— WORK TO BE COMPLETED —
Whenever the string "Oakleigh" appears in a line below, please copy the line out.

____________

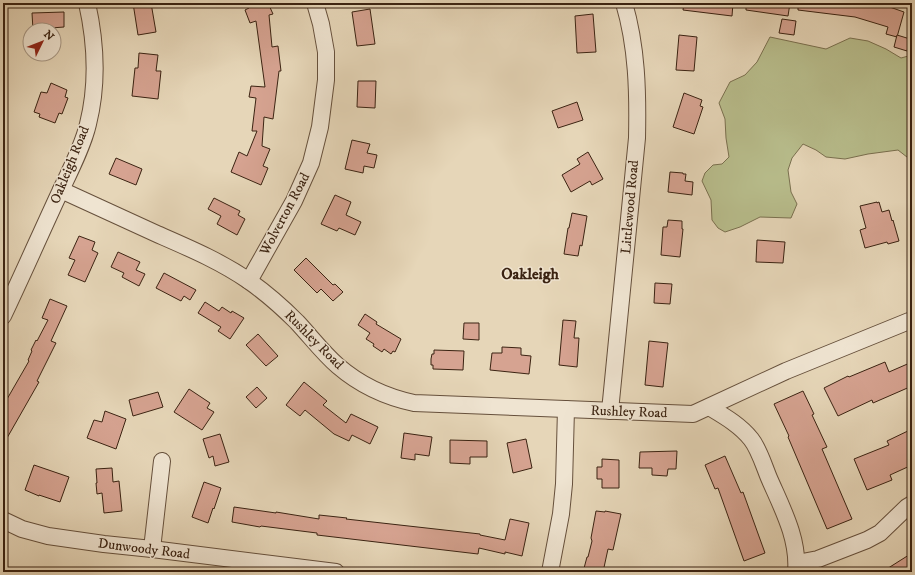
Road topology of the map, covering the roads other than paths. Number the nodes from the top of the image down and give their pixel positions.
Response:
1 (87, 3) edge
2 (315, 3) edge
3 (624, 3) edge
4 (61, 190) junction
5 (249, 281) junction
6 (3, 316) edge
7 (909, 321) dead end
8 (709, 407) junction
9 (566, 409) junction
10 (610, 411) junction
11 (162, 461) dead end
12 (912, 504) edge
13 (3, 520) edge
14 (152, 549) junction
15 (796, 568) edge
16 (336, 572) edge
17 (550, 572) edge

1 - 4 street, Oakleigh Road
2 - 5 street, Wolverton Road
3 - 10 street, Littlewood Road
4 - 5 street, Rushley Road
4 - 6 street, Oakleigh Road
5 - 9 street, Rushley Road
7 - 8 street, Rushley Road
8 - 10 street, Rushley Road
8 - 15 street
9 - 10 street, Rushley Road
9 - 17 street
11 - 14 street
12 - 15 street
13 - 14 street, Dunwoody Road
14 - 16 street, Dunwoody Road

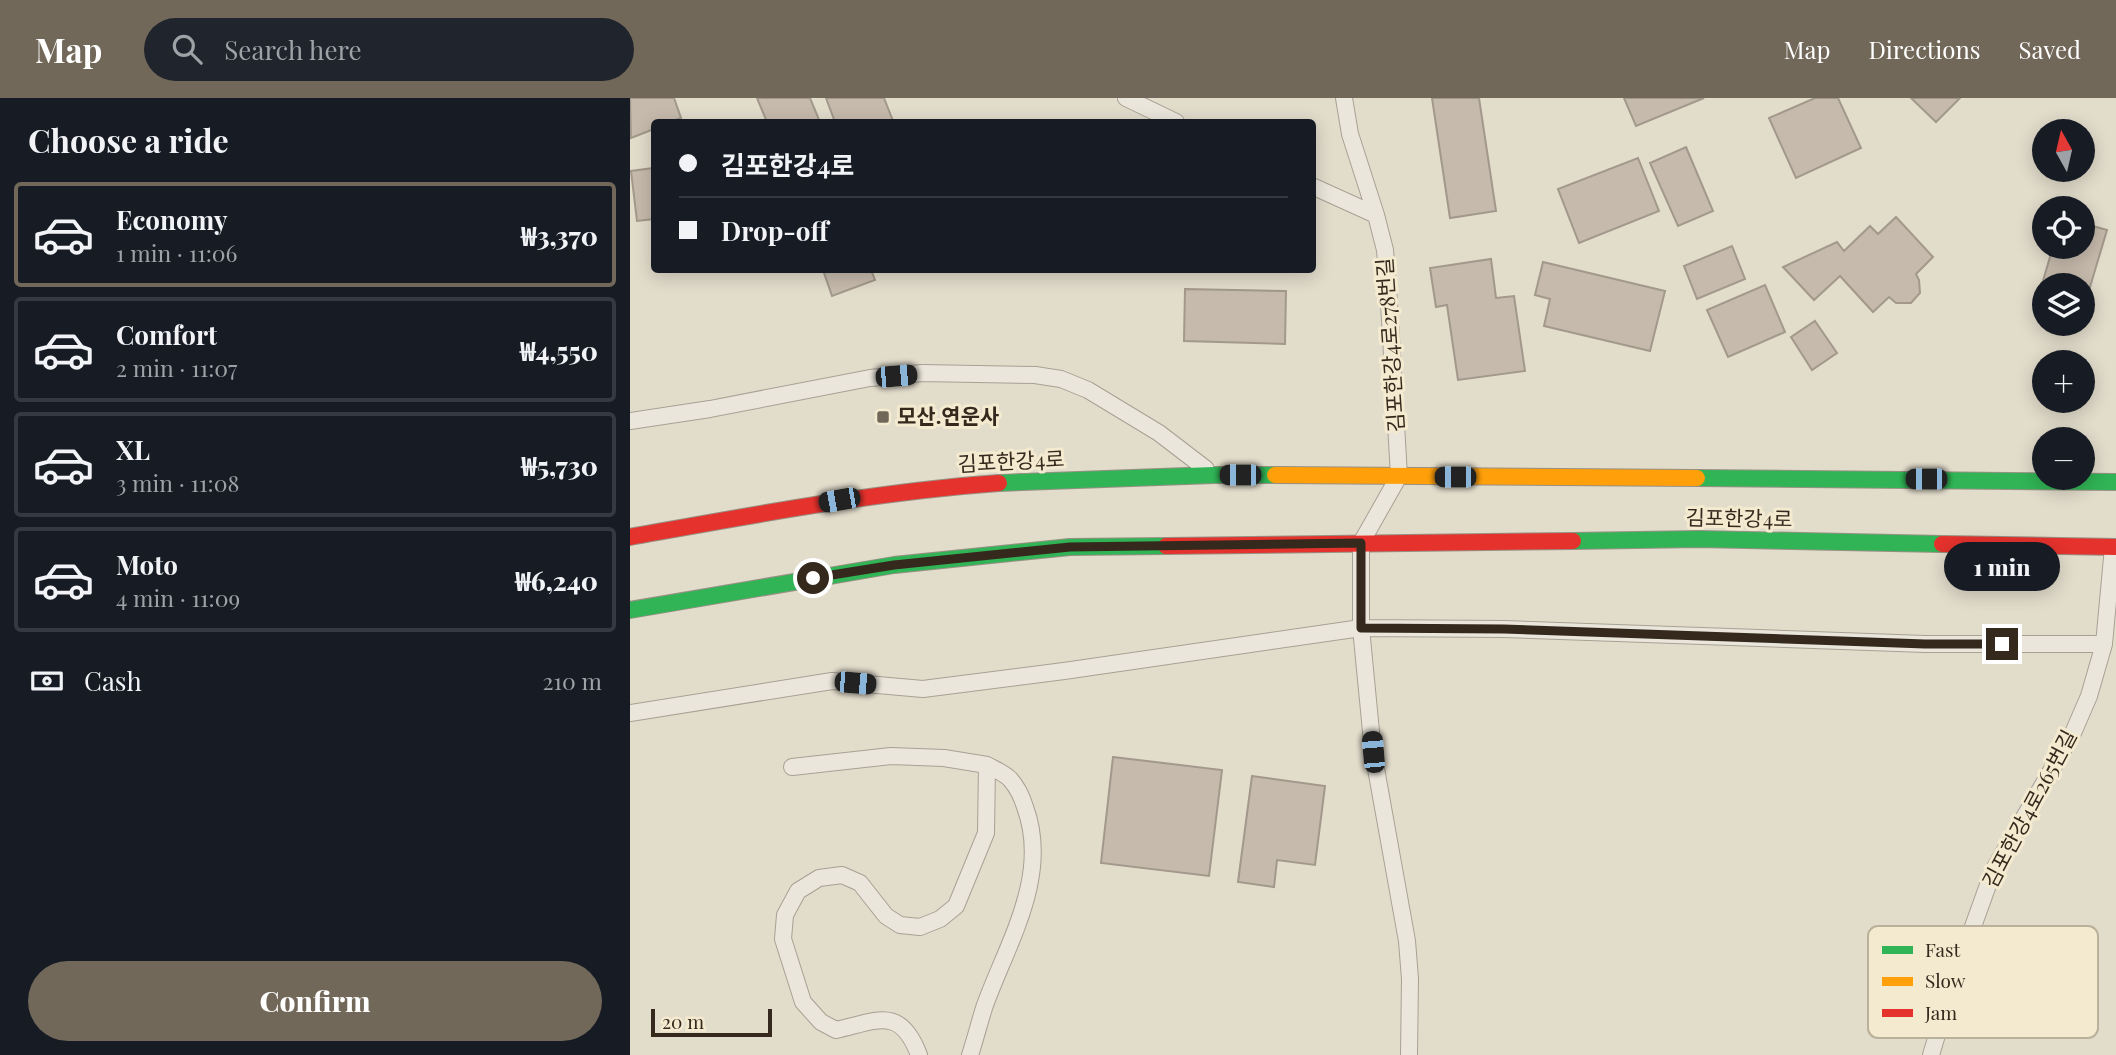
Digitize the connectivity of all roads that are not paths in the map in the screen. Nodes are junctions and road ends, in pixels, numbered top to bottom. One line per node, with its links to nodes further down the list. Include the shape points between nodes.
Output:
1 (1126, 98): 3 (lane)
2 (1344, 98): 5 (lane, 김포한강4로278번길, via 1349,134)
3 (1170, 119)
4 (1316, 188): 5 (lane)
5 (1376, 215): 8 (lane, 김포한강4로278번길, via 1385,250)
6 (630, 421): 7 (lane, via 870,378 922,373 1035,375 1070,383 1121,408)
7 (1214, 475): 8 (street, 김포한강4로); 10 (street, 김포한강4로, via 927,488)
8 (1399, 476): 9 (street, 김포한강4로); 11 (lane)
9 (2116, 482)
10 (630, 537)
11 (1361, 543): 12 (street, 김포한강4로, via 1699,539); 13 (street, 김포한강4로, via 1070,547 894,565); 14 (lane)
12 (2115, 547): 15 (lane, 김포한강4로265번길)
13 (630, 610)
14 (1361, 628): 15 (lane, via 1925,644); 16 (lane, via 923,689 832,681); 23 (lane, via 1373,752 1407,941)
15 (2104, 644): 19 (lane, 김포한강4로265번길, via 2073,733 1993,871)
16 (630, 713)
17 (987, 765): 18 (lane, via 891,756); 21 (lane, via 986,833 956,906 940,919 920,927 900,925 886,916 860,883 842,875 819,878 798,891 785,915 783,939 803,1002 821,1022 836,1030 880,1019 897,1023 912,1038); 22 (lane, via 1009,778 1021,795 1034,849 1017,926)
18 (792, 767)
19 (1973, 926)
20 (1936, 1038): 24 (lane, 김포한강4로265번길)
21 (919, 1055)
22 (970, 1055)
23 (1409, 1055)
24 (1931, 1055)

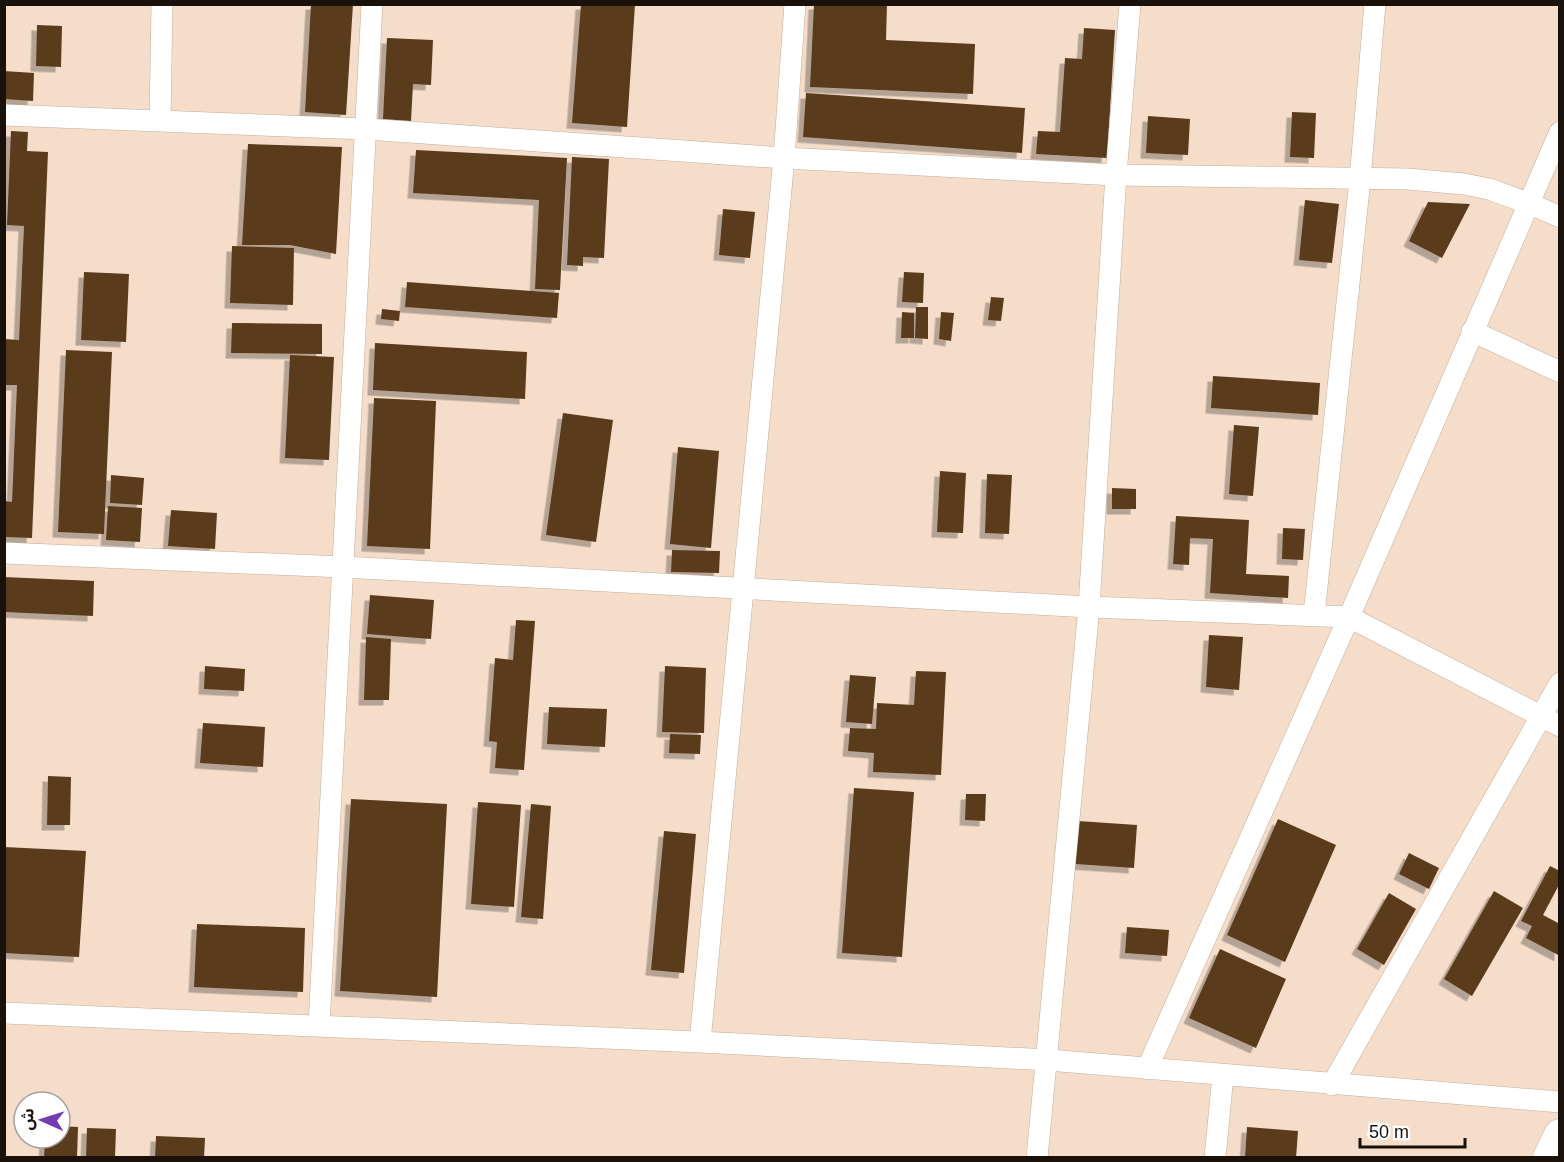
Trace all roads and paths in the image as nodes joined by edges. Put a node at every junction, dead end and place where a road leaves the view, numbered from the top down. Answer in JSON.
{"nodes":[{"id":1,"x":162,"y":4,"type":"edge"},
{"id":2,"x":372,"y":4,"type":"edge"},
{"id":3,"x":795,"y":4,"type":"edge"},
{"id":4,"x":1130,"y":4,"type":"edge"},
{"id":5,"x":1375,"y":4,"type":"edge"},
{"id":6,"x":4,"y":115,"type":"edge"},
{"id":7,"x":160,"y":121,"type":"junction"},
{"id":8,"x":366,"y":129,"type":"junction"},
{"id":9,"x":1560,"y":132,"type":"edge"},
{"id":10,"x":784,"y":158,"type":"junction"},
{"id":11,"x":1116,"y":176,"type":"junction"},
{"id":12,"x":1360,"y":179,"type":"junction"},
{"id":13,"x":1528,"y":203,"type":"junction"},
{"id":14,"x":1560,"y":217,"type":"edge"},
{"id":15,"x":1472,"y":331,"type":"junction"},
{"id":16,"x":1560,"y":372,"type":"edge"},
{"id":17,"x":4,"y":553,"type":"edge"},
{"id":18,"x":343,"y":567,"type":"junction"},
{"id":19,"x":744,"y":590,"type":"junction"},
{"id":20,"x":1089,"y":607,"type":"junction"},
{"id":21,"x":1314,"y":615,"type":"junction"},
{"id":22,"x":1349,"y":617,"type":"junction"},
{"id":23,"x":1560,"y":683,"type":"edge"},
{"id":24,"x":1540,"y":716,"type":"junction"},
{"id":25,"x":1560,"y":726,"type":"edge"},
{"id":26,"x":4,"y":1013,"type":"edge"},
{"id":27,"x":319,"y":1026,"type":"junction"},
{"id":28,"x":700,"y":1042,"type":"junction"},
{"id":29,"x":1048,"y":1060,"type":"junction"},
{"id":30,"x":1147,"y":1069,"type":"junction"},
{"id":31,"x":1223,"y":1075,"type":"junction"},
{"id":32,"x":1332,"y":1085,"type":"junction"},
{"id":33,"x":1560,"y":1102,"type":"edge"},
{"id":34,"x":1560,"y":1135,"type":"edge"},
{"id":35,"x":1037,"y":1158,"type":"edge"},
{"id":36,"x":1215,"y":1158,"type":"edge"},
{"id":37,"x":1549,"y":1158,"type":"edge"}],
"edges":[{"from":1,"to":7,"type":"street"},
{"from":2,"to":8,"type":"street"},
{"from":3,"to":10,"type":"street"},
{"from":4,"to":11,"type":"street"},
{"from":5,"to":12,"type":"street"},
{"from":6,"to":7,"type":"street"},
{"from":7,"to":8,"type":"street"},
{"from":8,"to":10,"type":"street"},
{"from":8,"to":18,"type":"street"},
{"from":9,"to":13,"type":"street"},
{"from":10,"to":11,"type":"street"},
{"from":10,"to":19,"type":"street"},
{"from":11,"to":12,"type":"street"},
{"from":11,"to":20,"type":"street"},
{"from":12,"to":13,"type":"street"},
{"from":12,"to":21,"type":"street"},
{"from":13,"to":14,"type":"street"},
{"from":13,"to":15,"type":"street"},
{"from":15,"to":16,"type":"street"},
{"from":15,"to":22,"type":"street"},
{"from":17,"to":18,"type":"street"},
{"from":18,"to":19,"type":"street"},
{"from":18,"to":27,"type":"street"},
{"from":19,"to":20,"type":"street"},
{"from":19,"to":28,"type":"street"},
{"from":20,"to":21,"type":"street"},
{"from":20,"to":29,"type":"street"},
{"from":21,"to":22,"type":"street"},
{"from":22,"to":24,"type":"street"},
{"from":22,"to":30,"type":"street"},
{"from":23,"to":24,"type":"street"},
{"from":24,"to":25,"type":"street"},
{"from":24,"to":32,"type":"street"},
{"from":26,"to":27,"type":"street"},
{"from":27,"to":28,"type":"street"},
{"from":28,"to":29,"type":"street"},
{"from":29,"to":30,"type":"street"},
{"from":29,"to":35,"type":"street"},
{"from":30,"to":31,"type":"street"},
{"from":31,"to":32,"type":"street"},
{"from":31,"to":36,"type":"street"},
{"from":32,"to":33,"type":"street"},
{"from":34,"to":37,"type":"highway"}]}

____________

— TASK RESULT —
1 - 4 street, Oakleigh Road
4 - 6 street, Oakleigh Road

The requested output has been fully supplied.